To open a file, we use the `open` function pointing to an external file name, followed by a mode.
The mode 'w' instructs Python to write something onto the file.
At this point, it is important to note that we can **only write strings to files**. So you will have to do type conversion otherwise.

In [8]:
#Open for text output: create/empty
myfile = open("hello.txt", 'w')

myfile

#Write a line of text: string
myfile.write("Hello, world!\n")
myfile.write("I'm done writing.\n")
myfile.close()

In [5]:
myfile = open("child_folder/newfile.txt","w")
myfile.write("testing")
myfile.close()

In [7]:
myfile=open("hello.txt","a")
myfile.write("write here again again\n")
myfile.close()

- The file 'hello.txt' doesn't exist before. After `open`, it is created in the *same folder as the notebook file*.
- *(Tips)*: you can specify the directory using "/". For example, if I have a folder called "files" in the parent folder, we can create a file in it using "files/hello.txt".
- `.write()` is a method that writes a string to the opened file.
- **Important**: the "w" mode will override the existing file if it already exists.
- "\n" together represents the line break.
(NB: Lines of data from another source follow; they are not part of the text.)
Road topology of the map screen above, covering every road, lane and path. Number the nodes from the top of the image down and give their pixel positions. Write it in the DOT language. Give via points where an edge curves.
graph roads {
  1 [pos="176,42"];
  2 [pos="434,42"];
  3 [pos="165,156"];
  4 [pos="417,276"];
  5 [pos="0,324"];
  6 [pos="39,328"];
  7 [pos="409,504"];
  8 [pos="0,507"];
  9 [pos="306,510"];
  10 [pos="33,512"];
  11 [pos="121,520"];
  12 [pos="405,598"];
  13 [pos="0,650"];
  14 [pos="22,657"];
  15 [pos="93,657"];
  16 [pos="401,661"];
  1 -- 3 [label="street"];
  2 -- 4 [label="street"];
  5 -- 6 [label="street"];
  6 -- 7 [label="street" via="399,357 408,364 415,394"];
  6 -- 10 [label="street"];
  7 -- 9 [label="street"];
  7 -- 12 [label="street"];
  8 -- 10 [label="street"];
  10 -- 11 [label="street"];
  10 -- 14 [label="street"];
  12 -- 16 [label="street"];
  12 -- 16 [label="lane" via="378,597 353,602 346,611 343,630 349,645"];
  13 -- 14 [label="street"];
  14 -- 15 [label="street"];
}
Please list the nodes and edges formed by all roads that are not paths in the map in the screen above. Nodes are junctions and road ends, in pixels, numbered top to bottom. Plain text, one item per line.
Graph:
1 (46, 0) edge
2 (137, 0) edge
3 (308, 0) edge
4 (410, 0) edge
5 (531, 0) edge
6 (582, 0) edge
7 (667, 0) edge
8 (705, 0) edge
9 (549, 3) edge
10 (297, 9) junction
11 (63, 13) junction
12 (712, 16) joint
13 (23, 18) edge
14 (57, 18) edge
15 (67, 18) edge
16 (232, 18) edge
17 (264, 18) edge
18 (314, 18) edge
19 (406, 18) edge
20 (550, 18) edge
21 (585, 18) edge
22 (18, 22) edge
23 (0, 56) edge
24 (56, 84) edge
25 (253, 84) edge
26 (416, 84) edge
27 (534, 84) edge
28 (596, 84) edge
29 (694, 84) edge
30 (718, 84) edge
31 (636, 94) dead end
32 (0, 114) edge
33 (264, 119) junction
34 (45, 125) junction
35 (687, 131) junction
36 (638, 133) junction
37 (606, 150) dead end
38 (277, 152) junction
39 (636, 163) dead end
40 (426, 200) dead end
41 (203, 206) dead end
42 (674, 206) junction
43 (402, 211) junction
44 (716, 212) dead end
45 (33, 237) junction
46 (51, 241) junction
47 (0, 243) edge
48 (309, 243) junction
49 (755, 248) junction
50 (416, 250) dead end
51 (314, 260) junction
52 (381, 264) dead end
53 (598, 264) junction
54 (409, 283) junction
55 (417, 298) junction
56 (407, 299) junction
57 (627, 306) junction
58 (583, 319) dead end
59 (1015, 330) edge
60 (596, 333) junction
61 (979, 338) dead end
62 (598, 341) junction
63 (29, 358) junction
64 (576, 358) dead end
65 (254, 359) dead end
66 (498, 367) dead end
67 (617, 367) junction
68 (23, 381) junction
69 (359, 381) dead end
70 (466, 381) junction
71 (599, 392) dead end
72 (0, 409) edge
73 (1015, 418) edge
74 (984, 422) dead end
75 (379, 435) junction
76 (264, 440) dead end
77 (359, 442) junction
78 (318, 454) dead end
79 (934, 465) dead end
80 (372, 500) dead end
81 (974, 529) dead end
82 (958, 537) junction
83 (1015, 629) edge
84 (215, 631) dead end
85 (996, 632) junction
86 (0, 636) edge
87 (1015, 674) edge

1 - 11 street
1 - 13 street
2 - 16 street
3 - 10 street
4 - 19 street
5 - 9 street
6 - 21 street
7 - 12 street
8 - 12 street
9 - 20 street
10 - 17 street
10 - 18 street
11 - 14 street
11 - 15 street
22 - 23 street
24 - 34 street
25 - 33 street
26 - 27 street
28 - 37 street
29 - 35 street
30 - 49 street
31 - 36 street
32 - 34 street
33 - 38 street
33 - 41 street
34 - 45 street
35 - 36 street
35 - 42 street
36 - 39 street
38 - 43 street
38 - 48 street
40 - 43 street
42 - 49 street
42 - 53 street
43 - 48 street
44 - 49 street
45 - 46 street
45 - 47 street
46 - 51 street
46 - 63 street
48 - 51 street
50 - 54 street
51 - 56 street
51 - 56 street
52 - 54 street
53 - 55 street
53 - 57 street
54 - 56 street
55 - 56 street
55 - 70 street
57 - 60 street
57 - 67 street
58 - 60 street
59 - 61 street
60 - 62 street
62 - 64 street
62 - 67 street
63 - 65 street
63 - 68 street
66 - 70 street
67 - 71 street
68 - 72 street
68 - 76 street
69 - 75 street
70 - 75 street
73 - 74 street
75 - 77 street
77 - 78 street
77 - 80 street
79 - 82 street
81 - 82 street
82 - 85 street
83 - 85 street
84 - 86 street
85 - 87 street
Why do we need it?
- In general, "\\" followed by a character has a special meaning.
- `.close()` the file after writing.

In [9]:
myfile = open("hello.txt", "a")
myfile.write("Now I can keep working on it.\n")
myfile.close()

Changing the mode to "a" allows one to append to the file.

*Exercise*: create a file 'intro.txt' and write a short self-introduction. Then download it to your local laptop and open it using notepad.

## Read Files

For existing files, we can read it and manipulate the string.

In [10]:
myfile = open("hello.txt", "r")
entire_file = myfile.read()
myfile.close()
entire_file


"Hello, world!\nI'm done writing.\nNow I can keep working on it.\n"

In [11]:
myfile = open("sample_data/README.md", "r")
output = myfile.read()
myfile.close()
print(output)

This directory includes a few sample datasets to get you started.

*   `california_housing_data*.csv` is California housing data from the 1990 US
    Census; more information is available at:
    https://docs.google.com/document/d/e/2PACX-1vRhYtsvc5eOR2FWNCwaBiKL6suIOrxJig8LcSBbmCbyYsayia_DvPOOBlXZ4CAlQ5nlDD8kTaIDRwrN/pub

*   `mnist_*.csv` is a small sample of the
    [MNIST database](https://en.wikipedia.org/wiki/MNIST_database), which is
    described at: http://yann.lecun.com/exdb/mnist/

*   `anscombe.json` contains a copy of
    [Anscombe's quartet](https://en.wikipedia.org/wiki/Anscombe%27s_quartet); it
    was originally described in

    Anscombe, F. J. (1973). 'Graphs in Statistical Analysis'. American
    Statistician. 27 (1): 17-21. JSTOR 2682899.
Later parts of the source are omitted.